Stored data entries
+++++
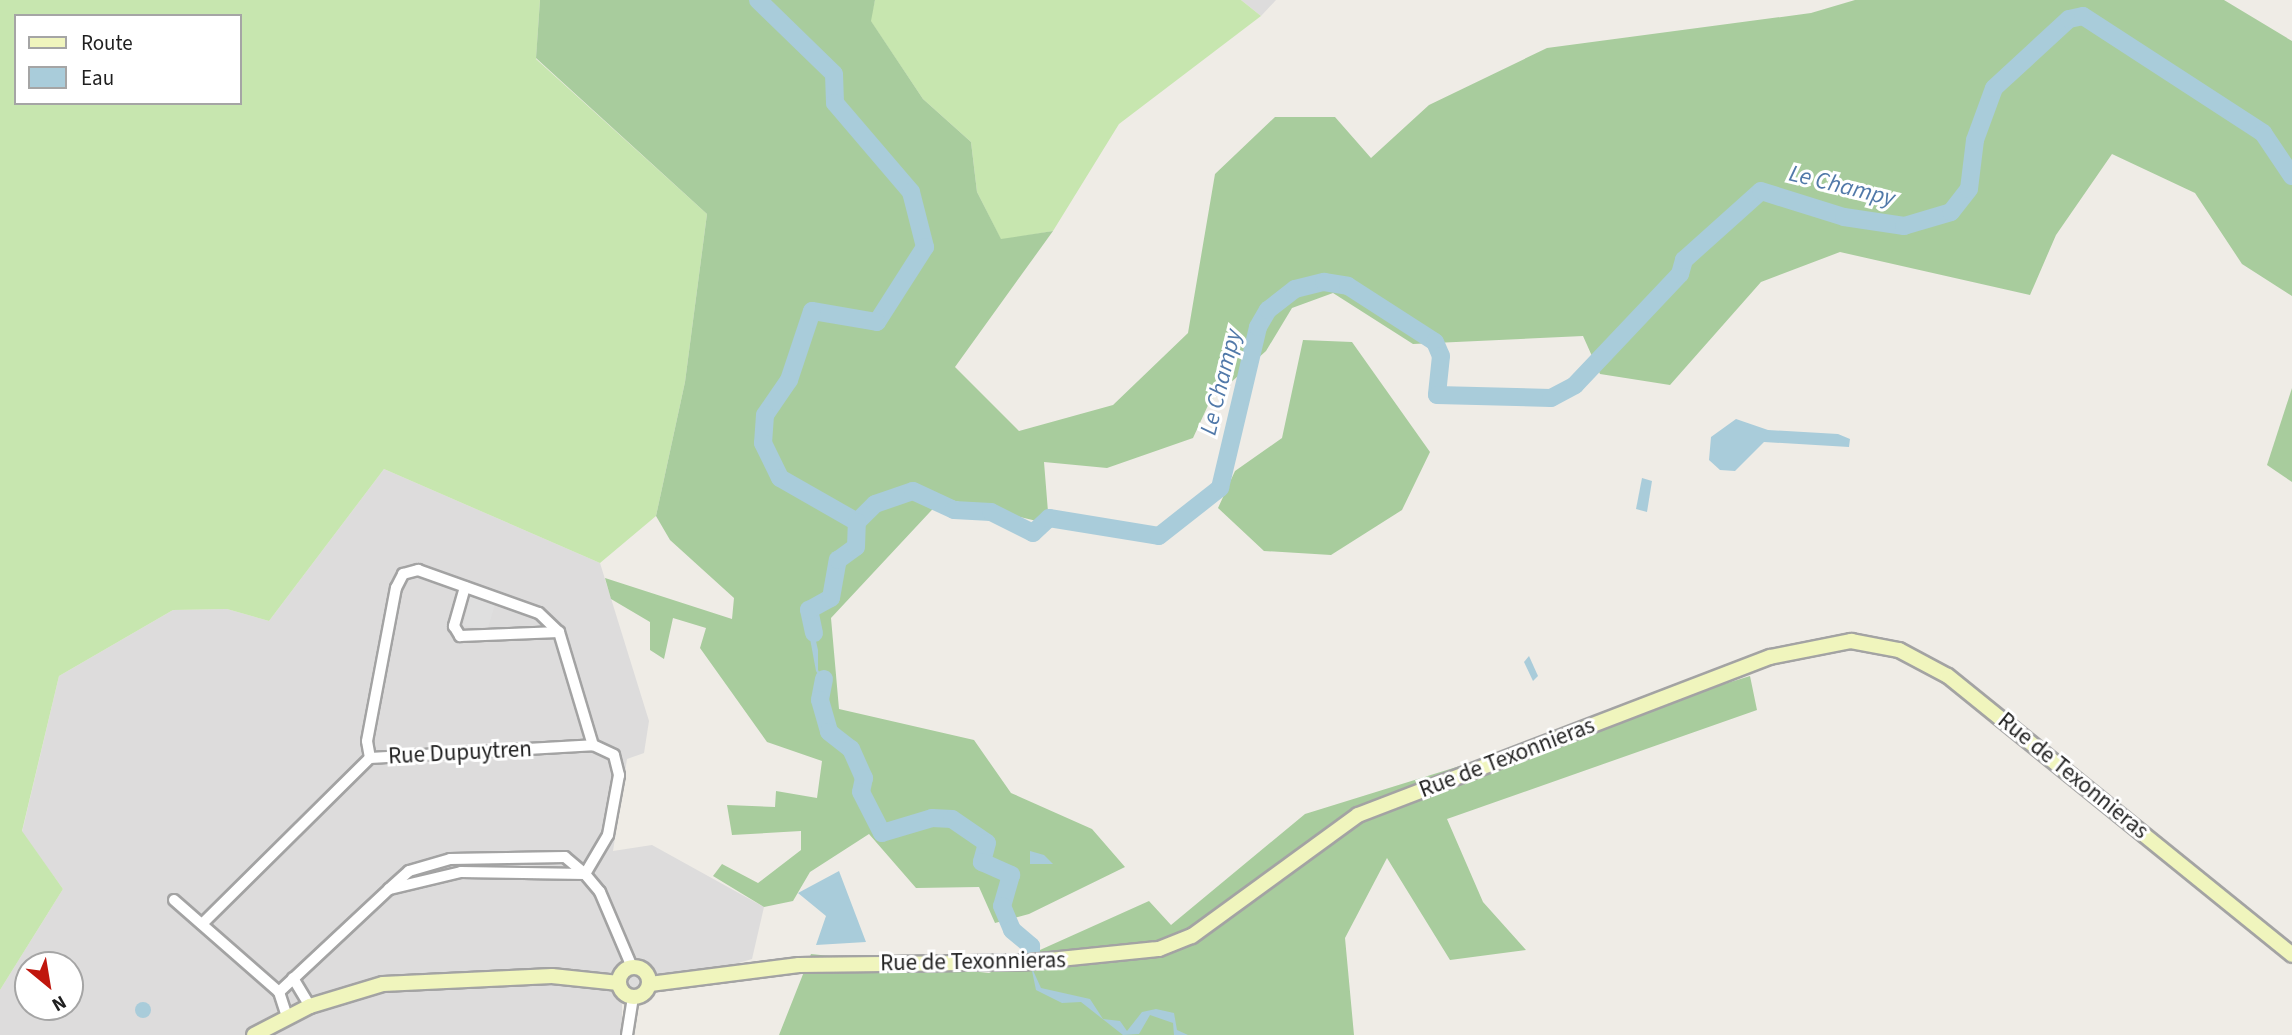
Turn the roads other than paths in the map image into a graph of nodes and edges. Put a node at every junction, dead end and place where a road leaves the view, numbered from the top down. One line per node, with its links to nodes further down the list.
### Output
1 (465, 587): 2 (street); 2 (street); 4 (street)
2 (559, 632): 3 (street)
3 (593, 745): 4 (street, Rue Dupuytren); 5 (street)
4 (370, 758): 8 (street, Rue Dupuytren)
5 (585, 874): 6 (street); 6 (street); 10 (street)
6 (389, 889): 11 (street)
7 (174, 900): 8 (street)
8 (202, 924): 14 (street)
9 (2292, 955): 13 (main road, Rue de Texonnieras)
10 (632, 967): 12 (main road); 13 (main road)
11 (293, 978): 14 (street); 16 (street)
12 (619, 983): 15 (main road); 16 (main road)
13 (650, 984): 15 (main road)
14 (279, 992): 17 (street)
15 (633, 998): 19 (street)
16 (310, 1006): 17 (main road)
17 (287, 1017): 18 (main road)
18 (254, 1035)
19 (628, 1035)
+++++
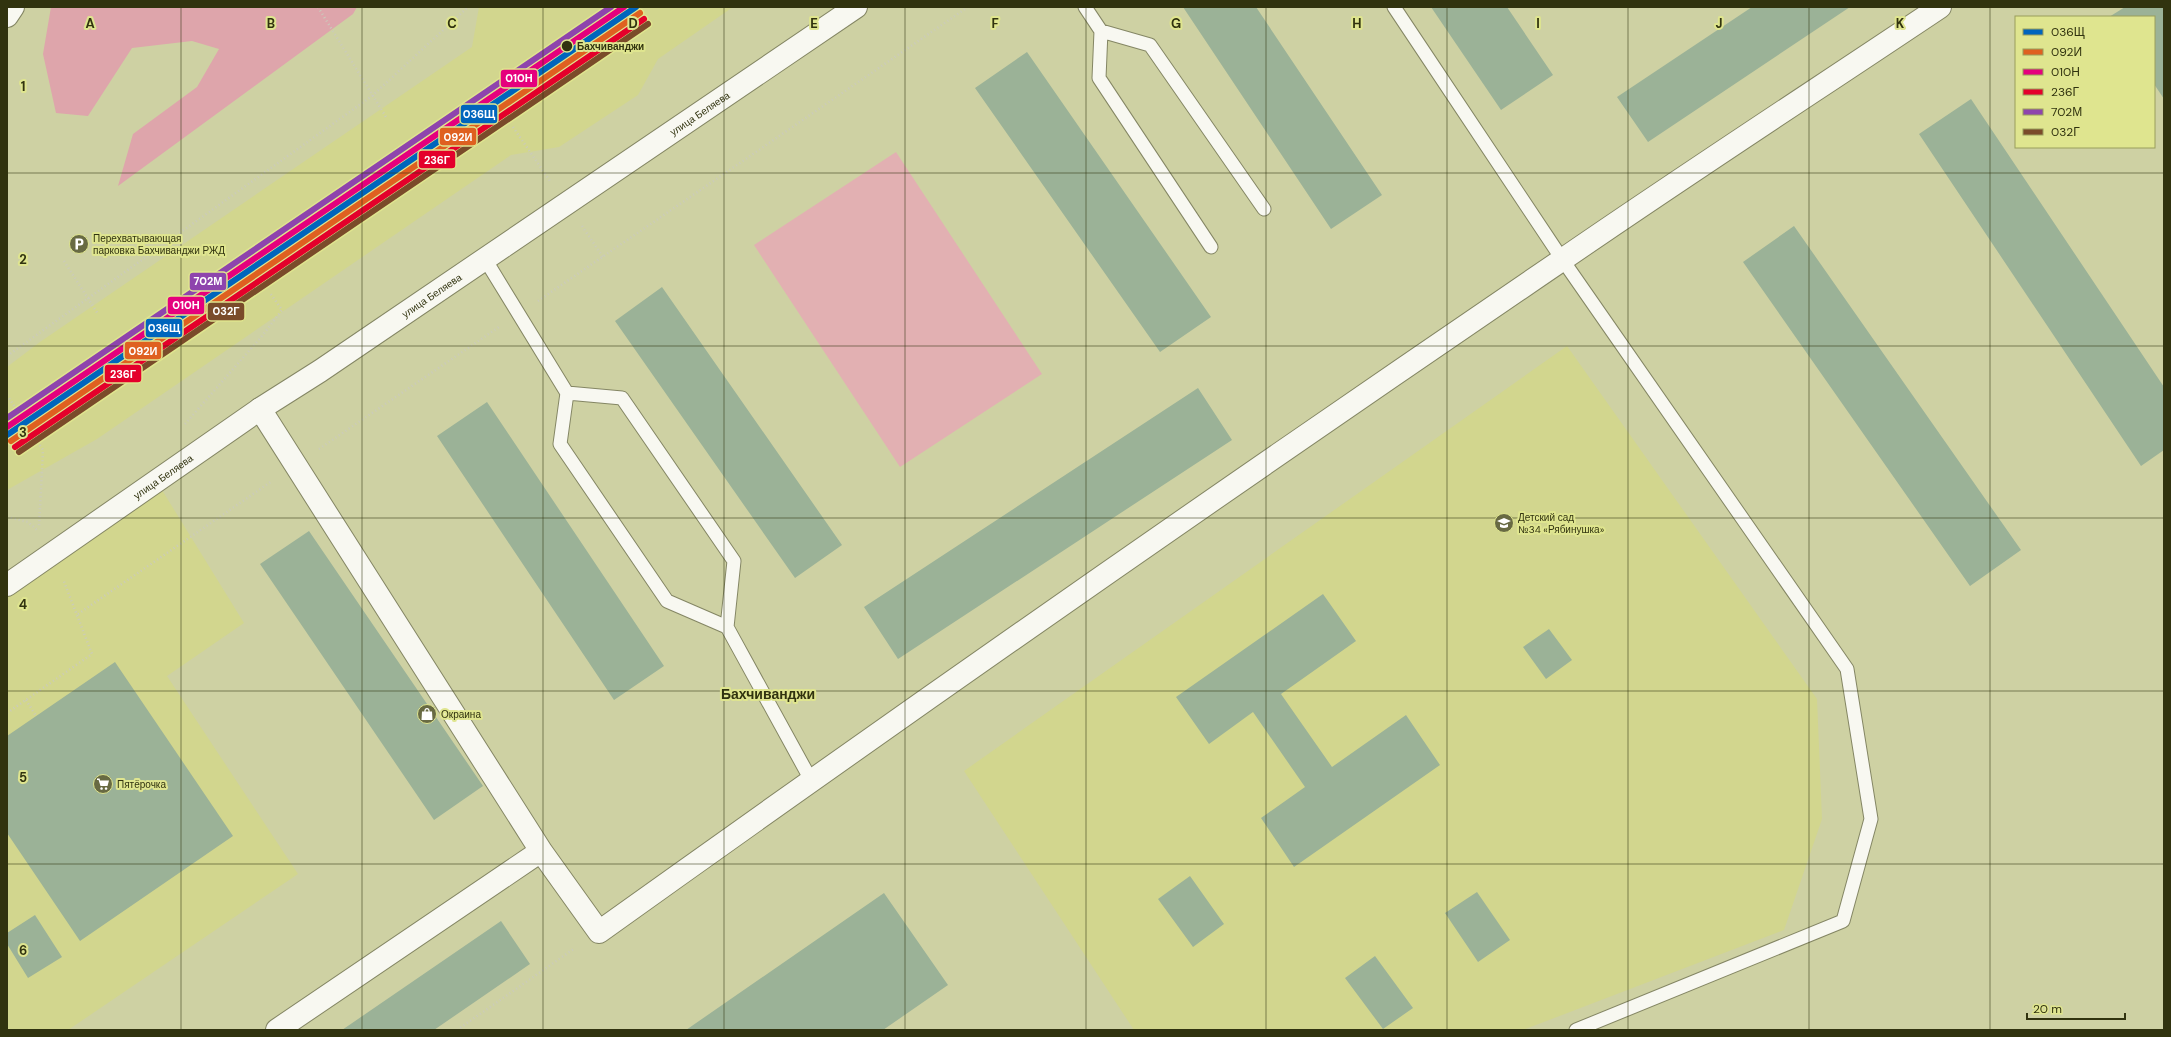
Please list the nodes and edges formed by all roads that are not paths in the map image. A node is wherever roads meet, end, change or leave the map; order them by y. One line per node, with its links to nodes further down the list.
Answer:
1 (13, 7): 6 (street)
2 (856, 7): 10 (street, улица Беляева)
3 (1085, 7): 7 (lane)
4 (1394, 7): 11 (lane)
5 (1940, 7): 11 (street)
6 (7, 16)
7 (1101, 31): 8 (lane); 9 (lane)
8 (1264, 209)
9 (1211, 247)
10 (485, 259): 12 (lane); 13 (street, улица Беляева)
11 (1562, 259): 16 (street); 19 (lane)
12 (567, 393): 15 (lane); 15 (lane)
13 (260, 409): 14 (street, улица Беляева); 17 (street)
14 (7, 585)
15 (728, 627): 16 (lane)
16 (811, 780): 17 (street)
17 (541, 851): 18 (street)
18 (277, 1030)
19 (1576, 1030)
+++++
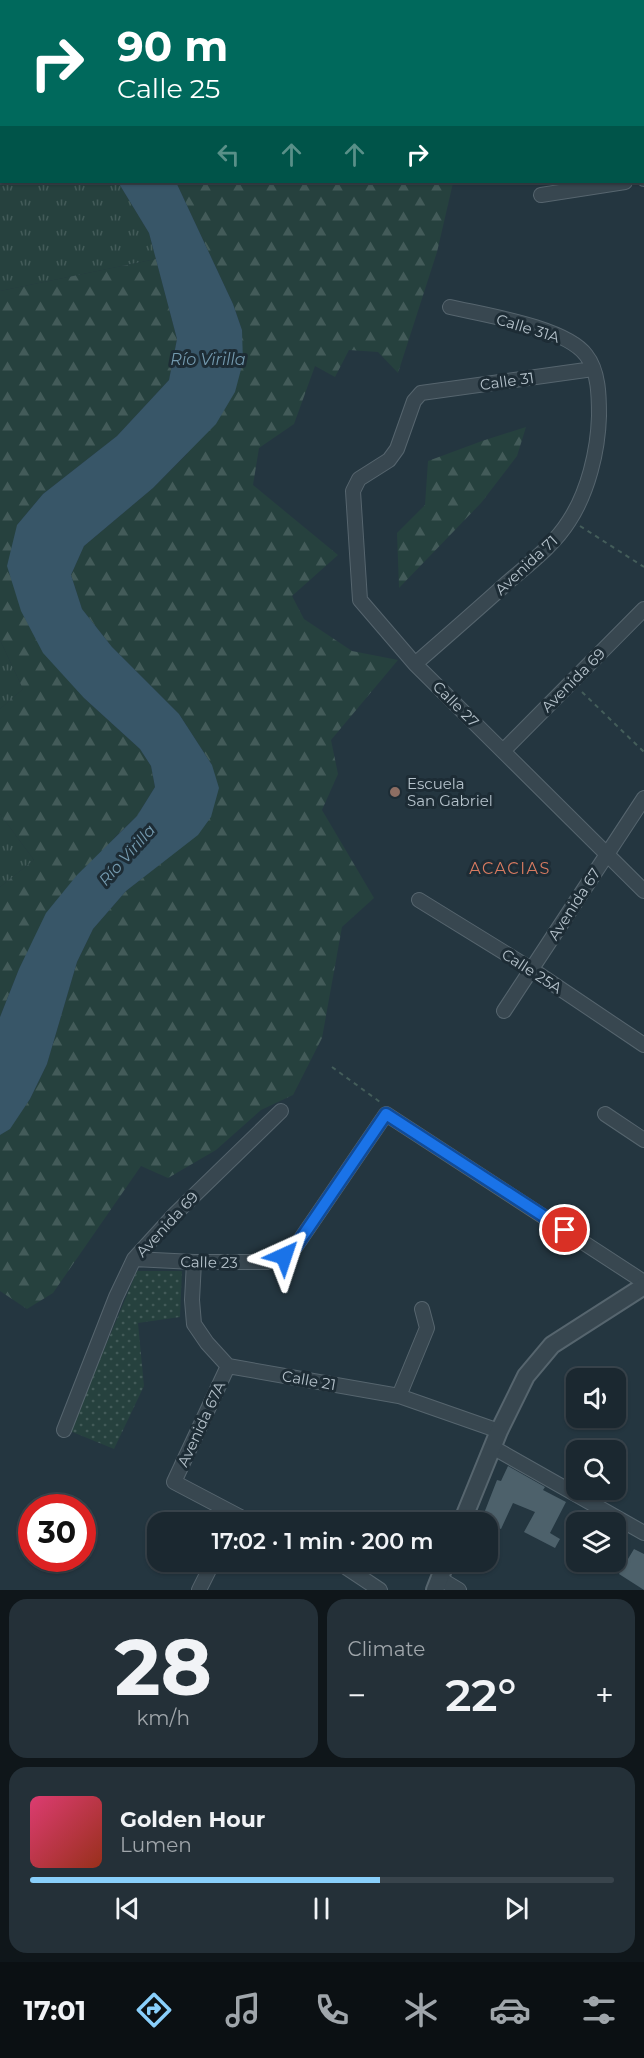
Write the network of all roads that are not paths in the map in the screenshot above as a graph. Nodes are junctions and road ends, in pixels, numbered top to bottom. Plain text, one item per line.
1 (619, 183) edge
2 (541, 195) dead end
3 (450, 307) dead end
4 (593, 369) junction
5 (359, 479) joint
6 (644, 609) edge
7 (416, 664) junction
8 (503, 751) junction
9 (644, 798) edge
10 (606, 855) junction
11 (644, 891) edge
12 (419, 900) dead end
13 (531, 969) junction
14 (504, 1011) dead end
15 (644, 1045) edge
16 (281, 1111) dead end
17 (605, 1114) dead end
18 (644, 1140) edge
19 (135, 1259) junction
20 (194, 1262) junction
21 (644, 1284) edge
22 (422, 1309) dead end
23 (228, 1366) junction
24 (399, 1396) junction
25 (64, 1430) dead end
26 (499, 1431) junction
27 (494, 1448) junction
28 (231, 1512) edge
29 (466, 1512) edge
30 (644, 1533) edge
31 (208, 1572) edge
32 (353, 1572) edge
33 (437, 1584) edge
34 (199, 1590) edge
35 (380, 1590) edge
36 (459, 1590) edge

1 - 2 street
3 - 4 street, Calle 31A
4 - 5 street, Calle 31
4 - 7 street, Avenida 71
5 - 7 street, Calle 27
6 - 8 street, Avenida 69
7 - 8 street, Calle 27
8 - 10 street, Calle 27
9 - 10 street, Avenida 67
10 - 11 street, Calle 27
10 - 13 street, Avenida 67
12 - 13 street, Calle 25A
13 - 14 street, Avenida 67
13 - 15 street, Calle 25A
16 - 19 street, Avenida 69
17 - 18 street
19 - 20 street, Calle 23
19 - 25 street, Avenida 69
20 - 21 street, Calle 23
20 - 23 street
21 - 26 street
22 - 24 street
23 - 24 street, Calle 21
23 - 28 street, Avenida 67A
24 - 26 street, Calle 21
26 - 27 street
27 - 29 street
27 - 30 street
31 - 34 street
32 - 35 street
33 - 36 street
+++++
Task details: Return only those lines of the records that contain the string "image".

Problem solution:
Turn the roads other than paths in the map image into a graph of nodes and edges. Put a node at every junction, dead end and place where a road leaves the view, numbered from the top down. One line per node, with its links to nodes further down the list.
Please list the nodes and edges formed by all roads that are not paths in the map image. A node is wherever roads meet, end, change or leave the map; order them by y. One line per node, with its links to nodes further down the list.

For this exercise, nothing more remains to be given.